Exam trap: The “best” answer is often the supervisory action that prevents or controls risk, not the answer that maximizes trading flexibility.
Options Account Approval Quick Review
Before a customer trades options, the firm must collect and evaluate enough information to determine whether options trading is appropriate for that customer and which strategies the customer may use.
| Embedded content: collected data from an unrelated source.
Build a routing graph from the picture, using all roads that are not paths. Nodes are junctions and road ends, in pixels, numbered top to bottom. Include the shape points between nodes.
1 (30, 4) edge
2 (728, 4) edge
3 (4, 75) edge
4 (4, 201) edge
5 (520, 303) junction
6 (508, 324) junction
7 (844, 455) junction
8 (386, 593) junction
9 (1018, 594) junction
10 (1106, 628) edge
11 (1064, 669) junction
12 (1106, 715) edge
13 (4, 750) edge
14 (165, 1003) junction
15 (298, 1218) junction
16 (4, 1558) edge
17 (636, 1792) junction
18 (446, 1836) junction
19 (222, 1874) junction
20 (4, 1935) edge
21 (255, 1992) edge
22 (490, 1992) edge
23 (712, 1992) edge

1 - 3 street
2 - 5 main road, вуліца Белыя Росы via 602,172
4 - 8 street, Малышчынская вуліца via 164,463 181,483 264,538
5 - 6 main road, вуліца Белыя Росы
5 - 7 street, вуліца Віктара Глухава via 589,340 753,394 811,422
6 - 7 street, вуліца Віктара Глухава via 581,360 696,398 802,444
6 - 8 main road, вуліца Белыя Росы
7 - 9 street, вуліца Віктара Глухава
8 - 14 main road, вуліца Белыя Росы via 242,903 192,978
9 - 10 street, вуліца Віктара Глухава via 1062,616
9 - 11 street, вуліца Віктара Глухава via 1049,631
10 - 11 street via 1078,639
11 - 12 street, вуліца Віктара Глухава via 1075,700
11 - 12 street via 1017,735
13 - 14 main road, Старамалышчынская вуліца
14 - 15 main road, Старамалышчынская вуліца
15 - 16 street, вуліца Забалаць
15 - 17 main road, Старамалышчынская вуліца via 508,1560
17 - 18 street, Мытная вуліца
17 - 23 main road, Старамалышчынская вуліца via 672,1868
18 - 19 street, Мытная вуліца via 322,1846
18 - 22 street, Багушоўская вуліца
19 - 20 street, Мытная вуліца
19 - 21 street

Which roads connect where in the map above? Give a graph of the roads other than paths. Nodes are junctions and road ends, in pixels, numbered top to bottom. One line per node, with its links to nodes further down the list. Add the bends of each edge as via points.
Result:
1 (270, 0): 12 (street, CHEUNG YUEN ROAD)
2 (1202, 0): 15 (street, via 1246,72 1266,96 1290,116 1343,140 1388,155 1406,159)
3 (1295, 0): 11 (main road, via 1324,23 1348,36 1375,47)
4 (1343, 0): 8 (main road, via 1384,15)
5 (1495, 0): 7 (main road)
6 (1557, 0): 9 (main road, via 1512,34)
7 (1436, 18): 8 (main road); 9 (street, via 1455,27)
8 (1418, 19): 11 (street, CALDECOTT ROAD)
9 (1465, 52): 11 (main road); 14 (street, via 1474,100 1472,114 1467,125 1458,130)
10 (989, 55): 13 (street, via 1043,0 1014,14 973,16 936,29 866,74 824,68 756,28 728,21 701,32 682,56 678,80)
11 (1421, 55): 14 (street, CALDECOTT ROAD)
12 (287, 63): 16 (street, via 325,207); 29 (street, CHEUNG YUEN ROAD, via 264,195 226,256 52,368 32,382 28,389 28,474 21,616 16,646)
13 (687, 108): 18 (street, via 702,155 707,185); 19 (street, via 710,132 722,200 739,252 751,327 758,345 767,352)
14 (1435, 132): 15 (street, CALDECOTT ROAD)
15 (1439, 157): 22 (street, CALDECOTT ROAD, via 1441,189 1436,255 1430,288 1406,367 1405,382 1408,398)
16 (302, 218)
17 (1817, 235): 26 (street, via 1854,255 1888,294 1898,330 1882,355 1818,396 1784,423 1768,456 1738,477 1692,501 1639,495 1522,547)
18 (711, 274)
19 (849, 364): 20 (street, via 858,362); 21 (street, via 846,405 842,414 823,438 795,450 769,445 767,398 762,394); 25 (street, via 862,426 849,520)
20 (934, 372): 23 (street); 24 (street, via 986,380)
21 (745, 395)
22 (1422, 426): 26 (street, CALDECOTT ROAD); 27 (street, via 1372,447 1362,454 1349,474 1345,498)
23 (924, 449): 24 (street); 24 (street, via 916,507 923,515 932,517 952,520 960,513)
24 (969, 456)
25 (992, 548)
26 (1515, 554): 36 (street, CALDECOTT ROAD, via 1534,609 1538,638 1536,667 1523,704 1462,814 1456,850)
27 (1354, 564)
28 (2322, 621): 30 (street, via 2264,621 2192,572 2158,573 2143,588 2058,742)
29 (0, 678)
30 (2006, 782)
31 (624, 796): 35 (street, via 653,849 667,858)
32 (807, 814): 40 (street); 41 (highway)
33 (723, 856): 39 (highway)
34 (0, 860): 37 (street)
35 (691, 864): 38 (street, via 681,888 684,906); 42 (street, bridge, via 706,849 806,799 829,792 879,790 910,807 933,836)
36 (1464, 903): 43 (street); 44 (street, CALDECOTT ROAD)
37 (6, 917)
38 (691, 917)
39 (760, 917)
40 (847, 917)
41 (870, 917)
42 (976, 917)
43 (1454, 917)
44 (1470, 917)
Core Account Information to Review
| Information area | Why it matters for options approval |
|---|---|
| Investment objectives | Income, speculation, hedging, growth, capital preservation, trading profits |
| Financial situation | Net worth, liquid net worth, income, liquidity needs, risk capacity |
| Investment experience | Securities experience, options experience, strategy familiarity |
| Risk tolerance | Ability and willingness to accept loss, volatility, assignment, leverage |
| Time horizon | Short-term trading vs hedging long-term positions |
| Tax status | Relevant when options affect holding periods, gains, or income treatment |
| Age and dependency factors | Liquidity needs, retirement reliance, vulnerability concerns |
| Employment/affiliations | Insider issues, restricted persons, control stock, employer restrictions |
| Account type | Cash, margin, retirement, trust, entity, discretionary, institutional |
Approval-Level Traps
Options approval levels are firm-defined, but exam questions commonly test the same escalation principle:
| Strategy type | Supervisory issue |
|---|---|
| Long calls/puts | Premium at risk; speculative use must match objective and risk tolerance |
| Covered calls | Downside risk of stock remains; upside is capped |
| Protective puts/collars | Hedging purpose must be documented; cost and capped upside understood |
| Spreads | Limited-risk does not mean no-risk; assignment and early exercise can alter risk |
| Straddles/strangles | Volatility thesis; short versions can have substantial or unlimited risk |
| Uncovered calls | Highest scrutiny; unlimited loss potential |
| Uncovered puts | Large downside obligation; ability to buy underlying at strike matters |
| Ratio spreads | Extra short contracts may create uncovered exposure |
| Index options | Cash settlement, exercise style, settlement-value risk |
| LEAPS | Long-dated option risk; time value decay still matters |
Options Account Workflow
flowchart TD
A[Customer requests or is recommended options trading] --> B[Collect investment profile and account information]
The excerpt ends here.